Ce raccord peut enfin être formel et émotionnel lorsque cette relation de confiance va exister, par ces mouvements de grue passant en plongée de l’un à l’autre des appartements, par le fait que Corky et Violette devinent la présence de l’autre derrière les murs à travers lesquels elle se « touchent ». Les Wachowski ont réussi à embaucher un collaborateur crucial pour jouer des émotions de manière virtuose et purement formelle avec Bill Pope, collaborateur régulier de Sam Raimi et habitué des mouvements d’appareils insensés livrant du sens. Il retrouvera également le duo sur la trilogie Matrix, tout comme d’ailleurs Don Davis dont les entêtantes dissonances du score portent déjà les germes de son grand œuvre à venir.

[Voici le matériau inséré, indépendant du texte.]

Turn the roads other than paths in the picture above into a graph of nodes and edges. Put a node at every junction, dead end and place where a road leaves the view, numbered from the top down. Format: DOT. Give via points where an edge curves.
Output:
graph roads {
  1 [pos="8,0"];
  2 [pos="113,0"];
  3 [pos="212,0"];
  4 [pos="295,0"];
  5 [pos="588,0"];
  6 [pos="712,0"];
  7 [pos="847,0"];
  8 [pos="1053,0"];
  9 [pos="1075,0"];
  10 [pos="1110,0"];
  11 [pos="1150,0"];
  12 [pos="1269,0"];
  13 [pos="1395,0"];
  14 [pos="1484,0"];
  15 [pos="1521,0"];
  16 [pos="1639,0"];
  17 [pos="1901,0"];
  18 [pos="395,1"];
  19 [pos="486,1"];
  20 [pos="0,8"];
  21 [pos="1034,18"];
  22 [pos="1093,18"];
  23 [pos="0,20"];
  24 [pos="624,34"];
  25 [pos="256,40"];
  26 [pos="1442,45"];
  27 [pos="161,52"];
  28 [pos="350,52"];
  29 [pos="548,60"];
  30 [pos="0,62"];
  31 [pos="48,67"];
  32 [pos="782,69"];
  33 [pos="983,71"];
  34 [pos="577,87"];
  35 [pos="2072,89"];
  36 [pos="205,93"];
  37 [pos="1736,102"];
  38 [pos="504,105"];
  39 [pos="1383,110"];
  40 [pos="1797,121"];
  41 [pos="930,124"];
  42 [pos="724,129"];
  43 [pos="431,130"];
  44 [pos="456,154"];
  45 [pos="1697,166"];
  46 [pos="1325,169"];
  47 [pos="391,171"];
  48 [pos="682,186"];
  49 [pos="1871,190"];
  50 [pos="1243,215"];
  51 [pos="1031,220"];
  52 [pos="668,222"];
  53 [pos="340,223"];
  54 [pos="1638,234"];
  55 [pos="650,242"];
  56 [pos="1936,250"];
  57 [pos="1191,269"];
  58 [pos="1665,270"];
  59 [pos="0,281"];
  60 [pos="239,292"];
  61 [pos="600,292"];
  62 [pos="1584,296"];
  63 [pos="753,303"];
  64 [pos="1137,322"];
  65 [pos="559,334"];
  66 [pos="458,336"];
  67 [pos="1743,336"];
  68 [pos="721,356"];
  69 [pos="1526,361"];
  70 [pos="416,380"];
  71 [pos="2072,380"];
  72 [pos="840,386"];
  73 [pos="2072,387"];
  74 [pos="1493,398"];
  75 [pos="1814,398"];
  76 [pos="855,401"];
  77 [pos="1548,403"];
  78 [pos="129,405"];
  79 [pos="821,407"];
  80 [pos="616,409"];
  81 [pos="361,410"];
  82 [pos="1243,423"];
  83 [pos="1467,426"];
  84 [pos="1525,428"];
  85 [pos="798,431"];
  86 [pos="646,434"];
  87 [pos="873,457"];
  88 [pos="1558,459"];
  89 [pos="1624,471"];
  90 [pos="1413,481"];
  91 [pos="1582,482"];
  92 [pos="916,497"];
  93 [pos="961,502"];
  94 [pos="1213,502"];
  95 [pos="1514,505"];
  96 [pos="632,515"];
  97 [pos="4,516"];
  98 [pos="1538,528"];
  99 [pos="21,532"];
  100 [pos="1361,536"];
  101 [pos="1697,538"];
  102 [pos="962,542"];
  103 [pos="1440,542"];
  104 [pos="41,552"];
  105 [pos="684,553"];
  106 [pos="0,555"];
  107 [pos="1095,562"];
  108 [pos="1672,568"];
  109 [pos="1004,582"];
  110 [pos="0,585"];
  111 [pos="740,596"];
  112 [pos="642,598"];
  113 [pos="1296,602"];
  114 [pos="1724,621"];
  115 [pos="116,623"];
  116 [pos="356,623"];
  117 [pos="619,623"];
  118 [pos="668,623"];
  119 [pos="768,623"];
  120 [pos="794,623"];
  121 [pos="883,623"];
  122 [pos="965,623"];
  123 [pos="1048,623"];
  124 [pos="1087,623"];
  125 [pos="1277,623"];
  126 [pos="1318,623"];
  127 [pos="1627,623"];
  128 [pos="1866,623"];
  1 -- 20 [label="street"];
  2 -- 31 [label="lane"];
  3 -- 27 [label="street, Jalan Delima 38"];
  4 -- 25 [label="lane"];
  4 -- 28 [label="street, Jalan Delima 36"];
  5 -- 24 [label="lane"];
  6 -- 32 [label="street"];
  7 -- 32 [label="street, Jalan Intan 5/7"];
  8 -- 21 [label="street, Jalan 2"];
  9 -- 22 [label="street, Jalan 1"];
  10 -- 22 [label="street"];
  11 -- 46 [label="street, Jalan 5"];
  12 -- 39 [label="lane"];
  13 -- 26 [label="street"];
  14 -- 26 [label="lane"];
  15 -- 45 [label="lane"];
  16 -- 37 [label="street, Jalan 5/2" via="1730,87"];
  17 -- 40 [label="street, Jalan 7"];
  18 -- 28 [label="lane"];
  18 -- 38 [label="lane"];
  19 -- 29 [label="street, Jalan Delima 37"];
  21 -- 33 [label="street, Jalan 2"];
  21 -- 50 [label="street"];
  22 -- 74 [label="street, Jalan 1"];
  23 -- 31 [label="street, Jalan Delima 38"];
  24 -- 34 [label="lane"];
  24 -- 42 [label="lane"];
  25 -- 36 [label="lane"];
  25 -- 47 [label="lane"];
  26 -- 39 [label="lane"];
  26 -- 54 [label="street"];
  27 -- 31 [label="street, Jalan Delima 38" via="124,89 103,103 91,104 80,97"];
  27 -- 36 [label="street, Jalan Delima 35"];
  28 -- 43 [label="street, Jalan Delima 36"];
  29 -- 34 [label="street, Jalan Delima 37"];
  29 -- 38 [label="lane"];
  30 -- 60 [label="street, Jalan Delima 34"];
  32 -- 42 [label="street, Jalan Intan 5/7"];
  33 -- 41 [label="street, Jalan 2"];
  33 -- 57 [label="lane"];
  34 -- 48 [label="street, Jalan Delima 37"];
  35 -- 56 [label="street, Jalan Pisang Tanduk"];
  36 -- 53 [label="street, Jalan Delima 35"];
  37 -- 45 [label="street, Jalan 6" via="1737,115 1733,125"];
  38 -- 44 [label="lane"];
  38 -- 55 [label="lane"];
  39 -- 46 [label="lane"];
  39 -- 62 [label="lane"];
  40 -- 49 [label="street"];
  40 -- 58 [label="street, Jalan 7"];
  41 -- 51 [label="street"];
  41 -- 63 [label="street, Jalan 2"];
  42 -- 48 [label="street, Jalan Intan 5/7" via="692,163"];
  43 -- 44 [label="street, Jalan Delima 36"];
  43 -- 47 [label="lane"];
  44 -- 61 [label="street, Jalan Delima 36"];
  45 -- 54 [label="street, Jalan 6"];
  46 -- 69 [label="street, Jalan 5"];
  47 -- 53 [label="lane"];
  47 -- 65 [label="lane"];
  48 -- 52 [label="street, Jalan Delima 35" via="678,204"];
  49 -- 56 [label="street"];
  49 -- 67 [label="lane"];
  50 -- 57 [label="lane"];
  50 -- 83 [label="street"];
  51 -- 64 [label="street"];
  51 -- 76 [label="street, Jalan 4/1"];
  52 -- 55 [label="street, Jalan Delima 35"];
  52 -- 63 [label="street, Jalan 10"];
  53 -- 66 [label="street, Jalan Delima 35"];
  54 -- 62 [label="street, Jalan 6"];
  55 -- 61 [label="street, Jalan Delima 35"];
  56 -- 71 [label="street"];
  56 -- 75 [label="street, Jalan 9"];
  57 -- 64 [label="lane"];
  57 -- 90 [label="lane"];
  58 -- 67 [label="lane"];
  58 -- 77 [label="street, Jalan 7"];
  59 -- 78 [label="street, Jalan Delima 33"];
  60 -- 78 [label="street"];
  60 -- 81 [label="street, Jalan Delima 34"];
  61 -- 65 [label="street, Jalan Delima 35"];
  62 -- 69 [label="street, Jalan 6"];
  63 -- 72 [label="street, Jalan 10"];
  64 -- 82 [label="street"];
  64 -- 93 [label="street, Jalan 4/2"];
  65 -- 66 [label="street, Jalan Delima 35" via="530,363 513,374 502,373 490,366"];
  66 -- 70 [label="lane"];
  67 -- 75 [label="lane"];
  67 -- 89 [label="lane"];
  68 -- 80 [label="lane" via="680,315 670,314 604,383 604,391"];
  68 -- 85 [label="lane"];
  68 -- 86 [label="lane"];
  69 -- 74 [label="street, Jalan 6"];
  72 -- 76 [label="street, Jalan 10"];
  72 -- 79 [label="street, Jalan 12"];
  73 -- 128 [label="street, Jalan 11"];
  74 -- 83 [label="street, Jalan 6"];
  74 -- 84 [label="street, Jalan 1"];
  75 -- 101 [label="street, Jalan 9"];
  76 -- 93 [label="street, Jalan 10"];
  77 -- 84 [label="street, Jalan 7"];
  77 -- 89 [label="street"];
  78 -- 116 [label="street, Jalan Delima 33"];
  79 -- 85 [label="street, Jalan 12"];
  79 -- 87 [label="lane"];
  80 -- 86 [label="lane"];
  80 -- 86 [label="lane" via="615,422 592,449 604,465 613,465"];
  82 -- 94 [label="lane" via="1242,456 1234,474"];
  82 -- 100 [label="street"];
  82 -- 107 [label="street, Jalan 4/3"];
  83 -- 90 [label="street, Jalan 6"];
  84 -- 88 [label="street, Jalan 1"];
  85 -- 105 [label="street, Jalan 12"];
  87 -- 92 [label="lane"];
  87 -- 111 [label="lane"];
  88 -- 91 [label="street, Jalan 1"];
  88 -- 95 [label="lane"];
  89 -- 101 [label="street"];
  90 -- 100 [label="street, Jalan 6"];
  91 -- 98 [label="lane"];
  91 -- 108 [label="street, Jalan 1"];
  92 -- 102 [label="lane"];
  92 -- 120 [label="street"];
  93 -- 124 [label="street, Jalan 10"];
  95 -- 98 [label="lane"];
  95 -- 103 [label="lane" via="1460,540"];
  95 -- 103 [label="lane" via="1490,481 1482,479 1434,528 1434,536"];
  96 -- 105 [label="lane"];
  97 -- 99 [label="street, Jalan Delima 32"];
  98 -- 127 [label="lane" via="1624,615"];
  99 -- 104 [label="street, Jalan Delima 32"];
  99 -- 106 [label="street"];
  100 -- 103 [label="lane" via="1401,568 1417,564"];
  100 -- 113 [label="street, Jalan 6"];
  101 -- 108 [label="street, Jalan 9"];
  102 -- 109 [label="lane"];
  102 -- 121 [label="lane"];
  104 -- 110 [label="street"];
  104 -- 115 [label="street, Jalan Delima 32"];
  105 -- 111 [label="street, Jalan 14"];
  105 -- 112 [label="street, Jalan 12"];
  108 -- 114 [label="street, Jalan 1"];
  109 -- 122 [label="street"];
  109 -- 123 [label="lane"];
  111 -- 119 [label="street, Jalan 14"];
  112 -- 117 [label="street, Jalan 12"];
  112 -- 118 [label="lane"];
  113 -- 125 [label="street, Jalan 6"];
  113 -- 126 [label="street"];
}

Le film, sans être un grand succès commercial, marquera les esprits et se montrera vraiment précurseur dans le paysage du cinéma américain des années 90. Quant à Jennifer Tilly et Gina Gershon (qui se disputèrent initialement le rôle de Corky même s’il est difficile désormais de voir la situation inversée), elles y trouvent tout simplement leur meilleur rôle.